TASK GOAL >>
Please reproduce the data in full, exactly as it stands.

********

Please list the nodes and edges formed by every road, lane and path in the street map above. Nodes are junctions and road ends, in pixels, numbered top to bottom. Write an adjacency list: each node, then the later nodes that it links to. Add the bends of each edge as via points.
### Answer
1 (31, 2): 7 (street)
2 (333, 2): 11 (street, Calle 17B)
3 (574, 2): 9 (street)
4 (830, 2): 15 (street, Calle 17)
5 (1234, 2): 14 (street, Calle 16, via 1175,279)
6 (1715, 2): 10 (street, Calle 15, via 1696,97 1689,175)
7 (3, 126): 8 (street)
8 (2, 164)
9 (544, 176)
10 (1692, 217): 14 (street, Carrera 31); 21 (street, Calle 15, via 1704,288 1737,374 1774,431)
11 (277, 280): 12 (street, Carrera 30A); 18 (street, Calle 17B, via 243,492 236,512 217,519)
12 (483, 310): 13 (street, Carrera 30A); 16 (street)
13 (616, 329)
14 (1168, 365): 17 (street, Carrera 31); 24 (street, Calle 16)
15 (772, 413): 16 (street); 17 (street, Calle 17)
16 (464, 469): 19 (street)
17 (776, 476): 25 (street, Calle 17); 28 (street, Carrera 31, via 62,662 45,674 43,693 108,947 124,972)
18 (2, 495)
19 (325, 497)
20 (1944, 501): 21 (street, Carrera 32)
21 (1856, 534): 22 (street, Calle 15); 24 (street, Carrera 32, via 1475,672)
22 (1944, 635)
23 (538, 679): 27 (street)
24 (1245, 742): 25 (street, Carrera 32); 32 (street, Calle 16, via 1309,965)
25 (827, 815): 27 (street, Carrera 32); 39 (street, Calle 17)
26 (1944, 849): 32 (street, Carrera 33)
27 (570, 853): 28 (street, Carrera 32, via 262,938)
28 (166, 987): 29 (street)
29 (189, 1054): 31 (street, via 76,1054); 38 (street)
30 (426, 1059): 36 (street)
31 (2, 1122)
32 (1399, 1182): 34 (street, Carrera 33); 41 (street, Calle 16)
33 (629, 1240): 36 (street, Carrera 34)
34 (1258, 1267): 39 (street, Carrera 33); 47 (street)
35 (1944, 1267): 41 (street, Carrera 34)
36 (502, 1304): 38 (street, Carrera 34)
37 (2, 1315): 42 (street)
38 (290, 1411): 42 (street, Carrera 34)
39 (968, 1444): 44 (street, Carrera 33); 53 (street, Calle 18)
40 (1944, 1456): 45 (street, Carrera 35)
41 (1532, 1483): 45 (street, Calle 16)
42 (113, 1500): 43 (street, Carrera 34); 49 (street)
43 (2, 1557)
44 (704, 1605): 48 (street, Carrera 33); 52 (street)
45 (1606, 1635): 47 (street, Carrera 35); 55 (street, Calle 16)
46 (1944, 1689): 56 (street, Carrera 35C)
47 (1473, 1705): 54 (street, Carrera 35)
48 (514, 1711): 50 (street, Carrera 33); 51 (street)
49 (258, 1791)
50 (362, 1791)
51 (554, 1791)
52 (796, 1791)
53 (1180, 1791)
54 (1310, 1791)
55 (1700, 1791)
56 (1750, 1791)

********

EXERCISE SOLUTION >>
Please list the nodes and edges formed by every road, lane and path in the street map above. Nodes are junctions and road ends, in pixels, numbered top to bottom. Write an adjacency list: each node, then the later nodes that it links to. Add the bends of each edge as via points.
### Answer
1 (31, 2): 7 (street)
2 (333, 2): 11 (street, Calle 17B)
3 (574, 2): 9 (street)
4 (830, 2): 15 (street, Calle 17)
5 (1234, 2): 14 (street, Calle 16, via 1175,279)
6 (1715, 2): 10 (street, Calle 15, via 1696,97 1689,175)
7 (3, 126): 8 (street)
8 (2, 164)
9 (544, 176)
10 (1692, 217): 14 (street, Carrera 31); 21 (street, Calle 15, via 1704,288 1737,374 1774,431)
11 (277, 280): 12 (street, Carrera 30A); 18 (street, Calle 17B, via 243,492 236,512 217,519)
12 (483, 310): 13 (street, Carrera 30A); 16 (street)
13 (616, 329)
14 (1168, 365): 17 (street, Carrera 31); 24 (street, Calle 16)
15 (772, 413): 16 (street); 17 (street, Calle 17)
16 (464, 469): 19 (street)
17 (776, 476): 25 (street, Calle 17); 28 (street, Carrera 31, via 62,662 45,674 43,693 108,947 124,972)
18 (2, 495)
19 (325, 497)
20 (1944, 501): 21 (street, Carrera 32)
21 (1856, 534): 22 (street, Calle 15); 24 (street, Carrera 32, via 1475,672)
22 (1944, 635)
23 (538, 679): 27 (street)
24 (1245, 742): 25 (street, Carrera 32); 32 (street, Calle 16, via 1309,965)
25 (827, 815): 27 (street, Carrera 32); 39 (street, Calle 17)
26 (1944, 849): 32 (street, Carrera 33)
27 (570, 853): 28 (street, Carrera 32, via 262,938)
28 (166, 987): 29 (street)
29 (189, 1054): 31 (street, via 76,1054); 38 (street)
30 (426, 1059): 36 (street)
31 (2, 1122)
32 (1399, 1182): 34 (street, Carrera 33); 41 (street, Calle 16)
33 (629, 1240): 36 (street, Carrera 34)
34 (1258, 1267): 39 (street, Carrera 33); 47 (street)
35 (1944, 1267): 41 (street, Carrera 34)
36 (502, 1304): 38 (street, Carrera 34)
37 (2, 1315): 42 (street)
38 (290, 1411): 42 (street, Carrera 34)
39 (968, 1444): 44 (street, Carrera 33); 53 (street, Calle 18)
40 (1944, 1456): 45 (street, Carrera 35)
41 (1532, 1483): 45 (street, Calle 16)
42 (113, 1500): 43 (street, Carrera 34); 49 (street)
43 (2, 1557)
44 (704, 1605): 48 (street, Carrera 33); 52 (street)
45 (1606, 1635): 47 (street, Carrera 35); 55 (street, Calle 16)
46 (1944, 1689): 56 (street, Carrera 35C)
47 (1473, 1705): 54 (street, Carrera 35)
48 (514, 1711): 50 (street, Carrera 33); 51 (street)
49 (258, 1791)
50 (362, 1791)
51 (554, 1791)
52 (796, 1791)
53 (1180, 1791)
54 (1310, 1791)
55 (1700, 1791)
56 (1750, 1791)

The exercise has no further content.